What is required —
Copy the listing exactly as given. Omit every picture.

Data shown —
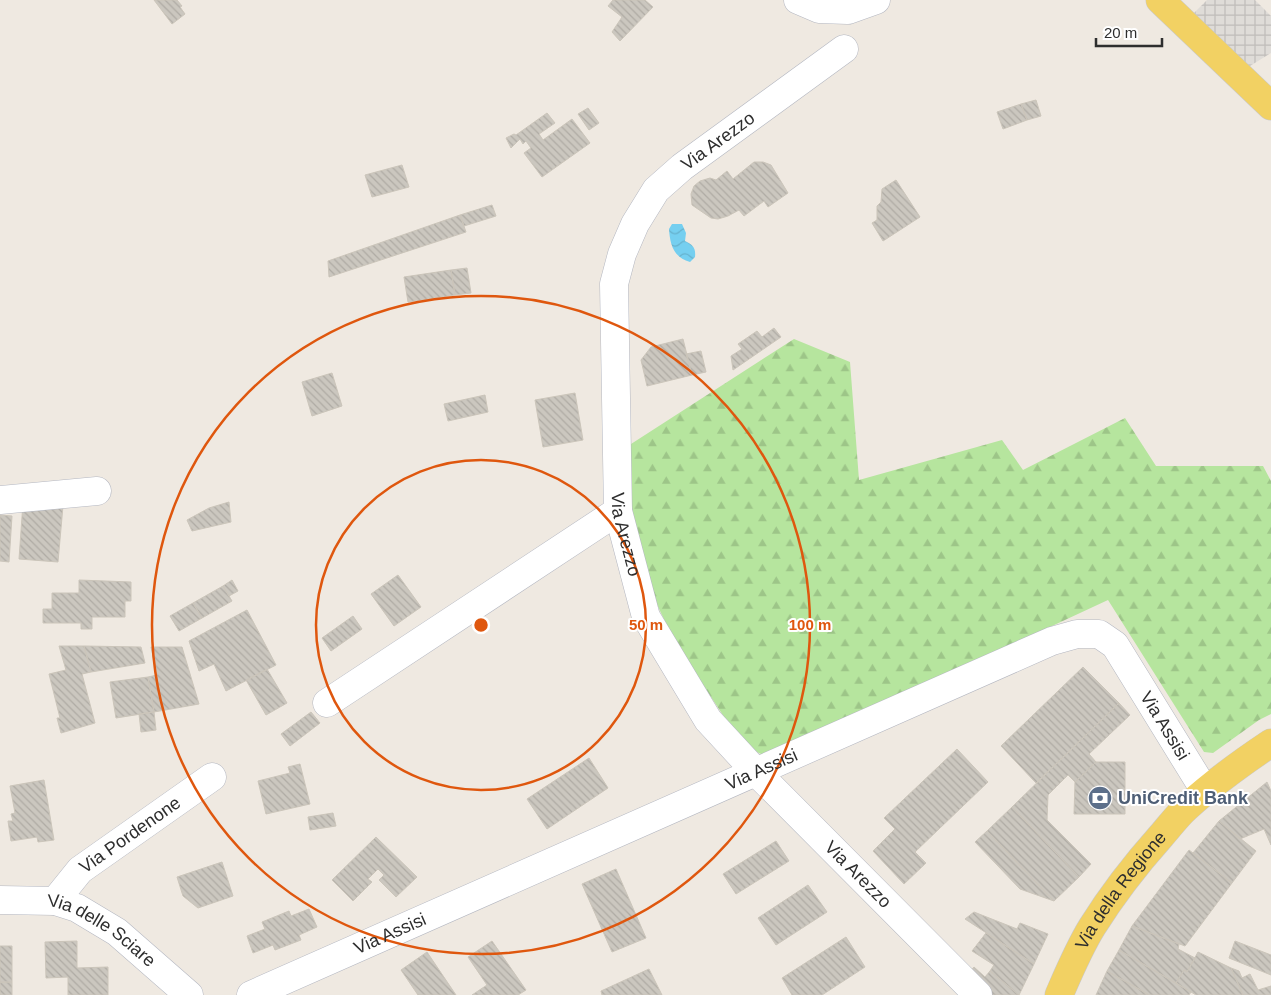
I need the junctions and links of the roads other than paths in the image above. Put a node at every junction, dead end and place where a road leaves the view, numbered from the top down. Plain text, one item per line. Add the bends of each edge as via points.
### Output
1 (798, 0) edge
2 (876, 0) edge
3 (1160, 0) edge
4 (844, 49) dead end
5 (1271, 106) edge
6 (97, 491) dead end
7 (0, 500) edge
8 (618, 511) junction
9 (327, 703) dead end
10 (1271, 743) edge
11 (757, 773) junction
12 (212, 778) dead end
13 (1205, 791) junction
14 (0, 900) edge
15 (55, 901) junction
16 (189, 995) edge
17 (251, 995) edge
18 (978, 995) edge
19 (1059, 995) edge

1 - 2 street via 819,9 848,10
3 - 5 main road
4 - 8 street, Via Arezzo via 682,167 656,190 635,224 614,284
6 - 7 street
8 - 9 street
8 - 11 street, Via Arezzo via 646,617 708,720
10 - 13 main road, Via della Regione
11 - 13 street, Via Assisi via 1052,641 1078,634 1099,634 1115,645
11 - 17 street, Via Assisi
11 - 18 street, Via Arezzo
12 - 15 street, Via Pordenone via 80,870
13 - 19 main road, Via della Regione via 1185,809 1118,888 1092,926
14 - 15 street, Via delle Sciare
15 - 16 street, Via delle Sciare via 77,908 117,932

Reply —
I need the junctions and links of the roads other than paths in the image above. Put a node at every junction, dead end and place where a road leaves the view, numbered from the top down. Plain text, one item per line. Add the bends of each edge as via points.
### Output
1 (798, 0) edge
2 (876, 0) edge
3 (1160, 0) edge
4 (844, 49) dead end
5 (1271, 106) edge
6 (97, 491) dead end
7 (0, 500) edge
8 (618, 511) junction
9 (327, 703) dead end
10 (1271, 743) edge
11 (757, 773) junction
12 (212, 778) dead end
13 (1205, 791) junction
14 (0, 900) edge
15 (55, 901) junction
16 (189, 995) edge
17 (251, 995) edge
18 (978, 995) edge
19 (1059, 995) edge

1 - 2 street via 819,9 848,10
3 - 5 main road
4 - 8 street, Via Arezzo via 682,167 656,190 635,224 614,284
6 - 7 street
8 - 9 street
8 - 11 street, Via Arezzo via 646,617 708,720
10 - 13 main road, Via della Regione
11 - 13 street, Via Assisi via 1052,641 1078,634 1099,634 1115,645
11 - 17 street, Via Assisi
11 - 18 street, Via Arezzo
12 - 15 street, Via Pordenone via 80,870
13 - 19 main road, Via della Regione via 1185,809 1118,888 1092,926
14 - 15 street, Via delle Sciare
15 - 16 street, Via delle Sciare via 77,908 117,932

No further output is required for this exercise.